Wouldn’t it be more exciting and probably more useful if Leeds decided that short haul air travel, flying taxis and drone delivery was a better way to invest £2.5 billion? Add to this some trials of driverless buses and taxis alongside the extension of app-based travel demand systems like Uber. Not only would this represent a genuinely radical transport strategy but it could be delivered far more quickly than the 15-20 years anticipated for the limited tram network. Leeds and West Yorkshire have the opportunity, but won’t take it, to step over historic obsessions with fixed rail transit systems, and focus on emerging transport and communication technologies as the basis for a transport plan.
We will of course continue to produce plans with tram or metro systems at their heart because that’s what cities do. Despite the evidence that these systems are de facto value-destroying, their advocates will roll out the language of capacity and modal shift as a justification for spending billions of public funds on what are, in the end, little more than municipal virility symbols.
I think it was your good self who once pointed out that Leeds was the largest conurbation in Europe without an underground, metro or tram system. I'm not convinced based on net migration that it's some schithole outlier because of that. After all if buses work, taxis are easily available, and cycling of all types old and modern are tolerated then people can get about.

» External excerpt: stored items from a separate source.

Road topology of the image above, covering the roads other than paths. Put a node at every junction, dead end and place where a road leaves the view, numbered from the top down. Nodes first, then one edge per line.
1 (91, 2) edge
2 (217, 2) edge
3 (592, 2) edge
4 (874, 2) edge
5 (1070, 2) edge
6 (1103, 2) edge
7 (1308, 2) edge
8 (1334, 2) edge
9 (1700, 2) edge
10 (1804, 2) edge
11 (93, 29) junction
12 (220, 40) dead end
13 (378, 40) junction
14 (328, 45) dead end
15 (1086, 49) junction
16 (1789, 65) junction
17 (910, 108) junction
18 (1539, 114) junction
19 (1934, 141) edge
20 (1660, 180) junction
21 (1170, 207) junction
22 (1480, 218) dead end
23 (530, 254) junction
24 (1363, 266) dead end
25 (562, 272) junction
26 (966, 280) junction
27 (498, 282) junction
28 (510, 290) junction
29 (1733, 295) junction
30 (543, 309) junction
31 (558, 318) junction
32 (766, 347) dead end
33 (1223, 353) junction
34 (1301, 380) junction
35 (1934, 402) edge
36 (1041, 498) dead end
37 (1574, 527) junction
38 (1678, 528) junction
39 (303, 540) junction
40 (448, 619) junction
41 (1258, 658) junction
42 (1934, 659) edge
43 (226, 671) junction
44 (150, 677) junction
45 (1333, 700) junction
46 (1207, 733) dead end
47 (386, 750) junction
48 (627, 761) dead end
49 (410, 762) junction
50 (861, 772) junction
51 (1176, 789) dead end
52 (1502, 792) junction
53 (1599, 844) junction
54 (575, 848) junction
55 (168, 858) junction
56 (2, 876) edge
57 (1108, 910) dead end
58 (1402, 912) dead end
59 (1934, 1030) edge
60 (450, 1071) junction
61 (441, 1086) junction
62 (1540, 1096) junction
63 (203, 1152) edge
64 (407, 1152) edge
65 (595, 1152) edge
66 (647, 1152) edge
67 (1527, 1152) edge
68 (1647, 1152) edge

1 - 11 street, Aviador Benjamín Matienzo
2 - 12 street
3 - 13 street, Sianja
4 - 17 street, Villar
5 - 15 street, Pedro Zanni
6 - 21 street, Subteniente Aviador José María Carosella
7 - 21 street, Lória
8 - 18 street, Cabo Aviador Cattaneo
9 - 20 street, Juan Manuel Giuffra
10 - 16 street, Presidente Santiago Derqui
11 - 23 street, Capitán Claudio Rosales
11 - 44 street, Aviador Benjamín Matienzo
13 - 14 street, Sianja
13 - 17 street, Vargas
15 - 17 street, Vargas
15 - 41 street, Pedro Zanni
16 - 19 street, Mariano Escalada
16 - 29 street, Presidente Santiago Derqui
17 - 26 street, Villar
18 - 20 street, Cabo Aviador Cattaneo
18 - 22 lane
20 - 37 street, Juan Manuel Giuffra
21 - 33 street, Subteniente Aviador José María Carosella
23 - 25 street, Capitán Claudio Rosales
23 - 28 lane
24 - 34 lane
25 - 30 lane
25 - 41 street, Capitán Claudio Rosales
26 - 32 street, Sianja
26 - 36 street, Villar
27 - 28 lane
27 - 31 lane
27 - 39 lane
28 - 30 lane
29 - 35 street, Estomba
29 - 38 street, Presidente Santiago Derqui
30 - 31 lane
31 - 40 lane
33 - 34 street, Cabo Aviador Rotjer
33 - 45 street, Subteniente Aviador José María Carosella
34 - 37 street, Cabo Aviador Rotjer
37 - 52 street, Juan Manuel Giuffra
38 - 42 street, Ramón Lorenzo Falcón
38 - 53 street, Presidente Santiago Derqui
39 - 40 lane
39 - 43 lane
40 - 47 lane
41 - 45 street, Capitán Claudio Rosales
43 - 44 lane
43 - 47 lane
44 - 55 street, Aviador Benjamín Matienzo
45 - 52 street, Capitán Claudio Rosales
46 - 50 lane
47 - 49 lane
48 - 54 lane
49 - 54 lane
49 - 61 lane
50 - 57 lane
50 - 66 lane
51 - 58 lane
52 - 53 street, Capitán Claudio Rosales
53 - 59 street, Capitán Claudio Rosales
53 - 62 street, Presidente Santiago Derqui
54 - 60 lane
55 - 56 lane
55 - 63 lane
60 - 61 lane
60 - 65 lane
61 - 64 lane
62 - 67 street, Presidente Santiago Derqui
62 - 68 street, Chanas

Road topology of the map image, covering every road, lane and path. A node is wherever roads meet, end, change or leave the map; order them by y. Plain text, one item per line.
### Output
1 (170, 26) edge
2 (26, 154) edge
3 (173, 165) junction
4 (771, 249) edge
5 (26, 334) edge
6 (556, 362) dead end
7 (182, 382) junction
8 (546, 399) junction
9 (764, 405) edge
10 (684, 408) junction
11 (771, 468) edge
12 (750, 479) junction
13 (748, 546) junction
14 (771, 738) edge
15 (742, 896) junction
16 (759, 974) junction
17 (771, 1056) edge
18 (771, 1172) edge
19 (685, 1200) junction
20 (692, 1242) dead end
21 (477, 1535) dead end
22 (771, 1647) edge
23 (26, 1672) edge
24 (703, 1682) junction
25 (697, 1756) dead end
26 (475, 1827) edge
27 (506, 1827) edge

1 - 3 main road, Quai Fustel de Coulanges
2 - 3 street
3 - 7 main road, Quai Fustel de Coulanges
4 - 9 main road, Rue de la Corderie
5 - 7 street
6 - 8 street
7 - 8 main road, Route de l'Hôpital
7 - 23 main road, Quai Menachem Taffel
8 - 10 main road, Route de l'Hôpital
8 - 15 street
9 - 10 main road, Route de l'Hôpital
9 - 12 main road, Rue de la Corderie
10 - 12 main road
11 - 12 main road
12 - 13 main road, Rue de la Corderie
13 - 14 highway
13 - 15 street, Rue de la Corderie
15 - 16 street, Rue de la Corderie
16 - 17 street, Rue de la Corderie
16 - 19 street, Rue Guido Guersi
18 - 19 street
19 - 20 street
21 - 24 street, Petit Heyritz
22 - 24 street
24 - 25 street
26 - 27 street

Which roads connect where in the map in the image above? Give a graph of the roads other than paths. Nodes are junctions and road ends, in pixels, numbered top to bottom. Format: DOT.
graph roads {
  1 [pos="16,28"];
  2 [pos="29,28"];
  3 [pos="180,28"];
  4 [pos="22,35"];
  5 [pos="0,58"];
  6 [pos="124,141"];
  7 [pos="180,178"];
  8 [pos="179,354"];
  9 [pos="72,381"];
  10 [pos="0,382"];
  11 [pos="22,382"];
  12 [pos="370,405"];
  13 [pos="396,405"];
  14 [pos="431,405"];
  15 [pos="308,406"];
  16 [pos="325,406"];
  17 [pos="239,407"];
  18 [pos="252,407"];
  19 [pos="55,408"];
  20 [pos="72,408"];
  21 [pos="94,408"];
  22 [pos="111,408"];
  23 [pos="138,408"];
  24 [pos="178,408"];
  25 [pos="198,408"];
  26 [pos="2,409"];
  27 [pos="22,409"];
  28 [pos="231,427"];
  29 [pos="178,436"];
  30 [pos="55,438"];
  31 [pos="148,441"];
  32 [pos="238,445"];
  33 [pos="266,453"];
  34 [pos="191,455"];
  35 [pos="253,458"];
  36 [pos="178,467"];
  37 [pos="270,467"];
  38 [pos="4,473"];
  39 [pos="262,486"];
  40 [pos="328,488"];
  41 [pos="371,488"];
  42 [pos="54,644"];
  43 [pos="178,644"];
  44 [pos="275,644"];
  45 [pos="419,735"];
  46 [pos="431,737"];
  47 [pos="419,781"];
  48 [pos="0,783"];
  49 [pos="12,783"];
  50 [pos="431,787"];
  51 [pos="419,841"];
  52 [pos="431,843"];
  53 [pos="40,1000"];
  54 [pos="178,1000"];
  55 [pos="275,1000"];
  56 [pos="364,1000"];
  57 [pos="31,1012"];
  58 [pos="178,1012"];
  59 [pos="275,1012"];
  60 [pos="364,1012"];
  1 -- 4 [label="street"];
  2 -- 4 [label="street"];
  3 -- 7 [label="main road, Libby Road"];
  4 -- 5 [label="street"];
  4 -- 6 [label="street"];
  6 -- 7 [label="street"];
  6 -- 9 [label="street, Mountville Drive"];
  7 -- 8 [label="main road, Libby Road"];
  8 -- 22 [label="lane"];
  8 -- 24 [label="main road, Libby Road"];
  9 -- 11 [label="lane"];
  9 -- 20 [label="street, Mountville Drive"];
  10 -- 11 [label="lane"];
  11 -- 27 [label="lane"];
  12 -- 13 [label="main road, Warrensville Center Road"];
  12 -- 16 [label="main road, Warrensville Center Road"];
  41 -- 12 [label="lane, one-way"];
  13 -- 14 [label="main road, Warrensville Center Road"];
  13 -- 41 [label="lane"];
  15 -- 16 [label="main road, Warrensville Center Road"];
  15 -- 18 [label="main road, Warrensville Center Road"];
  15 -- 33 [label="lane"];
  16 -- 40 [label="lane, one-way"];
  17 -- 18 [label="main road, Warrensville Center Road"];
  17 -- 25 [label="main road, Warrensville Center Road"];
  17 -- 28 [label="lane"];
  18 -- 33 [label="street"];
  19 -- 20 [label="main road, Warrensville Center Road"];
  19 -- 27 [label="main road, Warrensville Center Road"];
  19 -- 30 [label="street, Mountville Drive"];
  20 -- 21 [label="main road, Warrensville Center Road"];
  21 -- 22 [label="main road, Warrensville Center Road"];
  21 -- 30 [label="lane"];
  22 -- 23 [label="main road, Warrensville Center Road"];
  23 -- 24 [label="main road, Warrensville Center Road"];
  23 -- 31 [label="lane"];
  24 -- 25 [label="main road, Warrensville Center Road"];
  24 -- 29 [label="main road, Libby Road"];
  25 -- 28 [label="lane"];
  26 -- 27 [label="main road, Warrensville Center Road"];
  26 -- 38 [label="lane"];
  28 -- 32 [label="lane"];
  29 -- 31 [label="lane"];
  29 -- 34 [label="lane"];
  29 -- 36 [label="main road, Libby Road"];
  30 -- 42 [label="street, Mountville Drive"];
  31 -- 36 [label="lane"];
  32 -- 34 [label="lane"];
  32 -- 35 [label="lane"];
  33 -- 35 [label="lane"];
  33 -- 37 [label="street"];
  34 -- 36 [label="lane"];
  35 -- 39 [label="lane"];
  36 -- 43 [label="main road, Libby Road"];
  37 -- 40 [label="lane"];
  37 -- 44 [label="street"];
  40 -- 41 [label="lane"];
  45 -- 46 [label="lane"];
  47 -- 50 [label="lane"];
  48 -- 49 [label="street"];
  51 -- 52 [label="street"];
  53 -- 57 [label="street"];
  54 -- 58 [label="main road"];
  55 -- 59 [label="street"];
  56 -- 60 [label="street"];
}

But I'm wondering if you've seen any evidence that congestion charging, or workplace parking levies correlates with niceness, and also if you've seen any interesting suggestions on how to deal with the congestion from the school run. Have a good weekend guv'
Like you, I'm confused why there's a requirement for a tram route from Bradford to Leeds. The economic geography is very odd. Having moved here 17 years ago and regularly taken trains going from Bradford to Leeds, I am constantly amazed how empty the trains are. They fill up a bit at Shipley but it is an incredibly under utilised line given it connects to large urban centres - I sometimes ponder if if might break some sort of record for under-use.
But unlike you, I instinctively like the idea of trams and the suburbs of Leeds are in dire need of something better than the current offer.